■ PROBLEM
Your answer must be the records, copied with no change.
Top of TASK MATERIAL
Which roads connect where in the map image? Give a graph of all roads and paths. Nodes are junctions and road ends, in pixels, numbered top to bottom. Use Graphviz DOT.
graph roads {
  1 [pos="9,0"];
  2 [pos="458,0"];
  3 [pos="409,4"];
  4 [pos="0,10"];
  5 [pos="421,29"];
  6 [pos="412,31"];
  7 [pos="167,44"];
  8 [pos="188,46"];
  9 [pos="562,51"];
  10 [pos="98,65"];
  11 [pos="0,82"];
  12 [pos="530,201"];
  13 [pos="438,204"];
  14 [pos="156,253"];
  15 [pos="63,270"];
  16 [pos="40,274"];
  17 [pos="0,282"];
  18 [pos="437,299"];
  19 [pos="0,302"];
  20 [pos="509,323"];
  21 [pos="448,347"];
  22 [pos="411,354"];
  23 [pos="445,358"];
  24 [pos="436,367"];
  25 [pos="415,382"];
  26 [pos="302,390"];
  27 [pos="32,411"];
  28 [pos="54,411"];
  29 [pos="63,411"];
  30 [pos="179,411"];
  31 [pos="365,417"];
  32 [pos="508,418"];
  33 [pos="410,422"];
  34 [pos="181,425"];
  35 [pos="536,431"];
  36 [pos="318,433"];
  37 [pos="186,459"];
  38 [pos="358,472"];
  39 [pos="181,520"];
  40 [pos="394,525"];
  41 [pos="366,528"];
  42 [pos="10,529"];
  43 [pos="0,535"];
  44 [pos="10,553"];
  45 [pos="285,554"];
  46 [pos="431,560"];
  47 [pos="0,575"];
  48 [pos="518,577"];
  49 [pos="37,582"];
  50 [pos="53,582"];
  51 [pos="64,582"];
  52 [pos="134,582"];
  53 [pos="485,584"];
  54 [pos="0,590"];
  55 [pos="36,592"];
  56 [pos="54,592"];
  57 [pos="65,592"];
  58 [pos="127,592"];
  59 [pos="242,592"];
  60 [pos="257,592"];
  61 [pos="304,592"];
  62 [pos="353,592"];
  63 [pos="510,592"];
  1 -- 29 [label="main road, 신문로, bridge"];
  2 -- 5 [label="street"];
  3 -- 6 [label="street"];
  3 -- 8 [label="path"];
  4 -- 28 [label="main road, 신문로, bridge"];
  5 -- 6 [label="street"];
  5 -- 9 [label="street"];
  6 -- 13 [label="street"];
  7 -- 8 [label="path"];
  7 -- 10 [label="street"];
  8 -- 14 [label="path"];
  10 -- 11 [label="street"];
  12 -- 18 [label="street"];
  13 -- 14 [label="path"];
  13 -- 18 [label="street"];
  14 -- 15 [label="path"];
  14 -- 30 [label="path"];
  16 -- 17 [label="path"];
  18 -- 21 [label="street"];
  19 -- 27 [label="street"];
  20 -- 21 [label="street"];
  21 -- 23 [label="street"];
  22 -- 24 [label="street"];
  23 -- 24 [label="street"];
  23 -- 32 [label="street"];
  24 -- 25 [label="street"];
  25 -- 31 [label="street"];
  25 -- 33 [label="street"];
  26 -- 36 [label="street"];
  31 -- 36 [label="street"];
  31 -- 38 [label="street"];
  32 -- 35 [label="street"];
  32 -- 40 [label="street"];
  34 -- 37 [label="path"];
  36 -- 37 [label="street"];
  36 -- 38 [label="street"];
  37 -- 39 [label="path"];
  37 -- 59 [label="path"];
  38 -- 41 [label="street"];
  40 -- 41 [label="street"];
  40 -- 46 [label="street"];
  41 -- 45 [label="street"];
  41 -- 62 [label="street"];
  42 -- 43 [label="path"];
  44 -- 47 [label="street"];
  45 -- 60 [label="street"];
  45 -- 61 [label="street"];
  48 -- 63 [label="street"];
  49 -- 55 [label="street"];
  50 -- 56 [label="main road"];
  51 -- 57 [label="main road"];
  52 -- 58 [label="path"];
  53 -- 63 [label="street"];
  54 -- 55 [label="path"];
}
Bottom of TASK MATERIAL
■ RESULT
Which roads connect where in the map image? Give a graph of all roads and paths. Nodes are junctions and road ends, in pixels, numbered top to bottom. Use Graphviz DOT.
graph roads {
  1 [pos="9,0"];
  2 [pos="458,0"];
  3 [pos="409,4"];
  4 [pos="0,10"];
  5 [pos="421,29"];
  6 [pos="412,31"];
  7 [pos="167,44"];
  8 [pos="188,46"];
  9 [pos="562,51"];
  10 [pos="98,65"];
  11 [pos="0,82"];
  12 [pos="530,201"];
  13 [pos="438,204"];
  14 [pos="156,253"];
  15 [pos="63,270"];
  16 [pos="40,274"];
  17 [pos="0,282"];
  18 [pos="437,299"];
  19 [pos="0,302"];
  20 [pos="509,323"];
  21 [pos="448,347"];
  22 [pos="411,354"];
  23 [pos="445,358"];
  24 [pos="436,367"];
  25 [pos="415,382"];
  26 [pos="302,390"];
  27 [pos="32,411"];
  28 [pos="54,411"];
  29 [pos="63,411"];
  30 [pos="179,411"];
  31 [pos="365,417"];
  32 [pos="508,418"];
  33 [pos="410,422"];
  34 [pos="181,425"];
  35 [pos="536,431"];
  36 [pos="318,433"];
  37 [pos="186,459"];
  38 [pos="358,472"];
  39 [pos="181,520"];
  40 [pos="394,525"];
  41 [pos="366,528"];
  42 [pos="10,529"];
  43 [pos="0,535"];
  44 [pos="10,553"];
  45 [pos="285,554"];
  46 [pos="431,560"];
  47 [pos="0,575"];
  48 [pos="518,577"];
  49 [pos="37,582"];
  50 [pos="53,582"];
  51 [pos="64,582"];
  52 [pos="134,582"];
  53 [pos="485,584"];
  54 [pos="0,590"];
  55 [pos="36,592"];
  56 [pos="54,592"];
  57 [pos="65,592"];
  58 [pos="127,592"];
  59 [pos="242,592"];
  60 [pos="257,592"];
  61 [pos="304,592"];
  62 [pos="353,592"];
  63 [pos="510,592"];
  1 -- 29 [label="main road, 신문로, bridge"];
  2 -- 5 [label="street"];
  3 -- 6 [label="street"];
  3 -- 8 [label="path"];
  4 -- 28 [label="main road, 신문로, bridge"];
  5 -- 6 [label="street"];
  5 -- 9 [label="street"];
  6 -- 13 [label="street"];
  7 -- 8 [label="path"];
  7 -- 10 [label="street"];
  8 -- 14 [label="path"];
  10 -- 11 [label="street"];
  12 -- 18 [label="street"];
  13 -- 14 [label="path"];
  13 -- 18 [label="street"];
  14 -- 15 [label="path"];
  14 -- 30 [label="path"];
  16 -- 17 [label="path"];
  18 -- 21 [label="street"];
  19 -- 27 [label="street"];
  20 -- 21 [label="street"];
  21 -- 23 [label="street"];
  22 -- 24 [label="street"];
  23 -- 24 [label="street"];
  23 -- 32 [label="street"];
  24 -- 25 [label="street"];
  25 -- 31 [label="street"];
  25 -- 33 [label="street"];
  26 -- 36 [label="street"];
  31 -- 36 [label="street"];
  31 -- 38 [label="street"];
  32 -- 35 [label="street"];
  32 -- 40 [label="street"];
  34 -- 37 [label="path"];
  36 -- 37 [label="street"];
  36 -- 38 [label="street"];
  37 -- 39 [label="path"];
  37 -- 59 [label="path"];
  38 -- 41 [label="street"];
  40 -- 41 [label="street"];
  40 -- 46 [label="street"];
  41 -- 45 [label="street"];
  41 -- 62 [label="street"];
  42 -- 43 [label="path"];
  44 -- 47 [label="street"];
  45 -- 60 [label="street"];
  45 -- 61 [label="street"];
  48 -- 63 [label="street"];
  49 -- 55 [label="street"];
  50 -- 56 [label="main road"];
  51 -- 57 [label="main road"];
  52 -- 58 [label="path"];
  53 -- 63 [label="street"];
  54 -- 55 [label="path"];
}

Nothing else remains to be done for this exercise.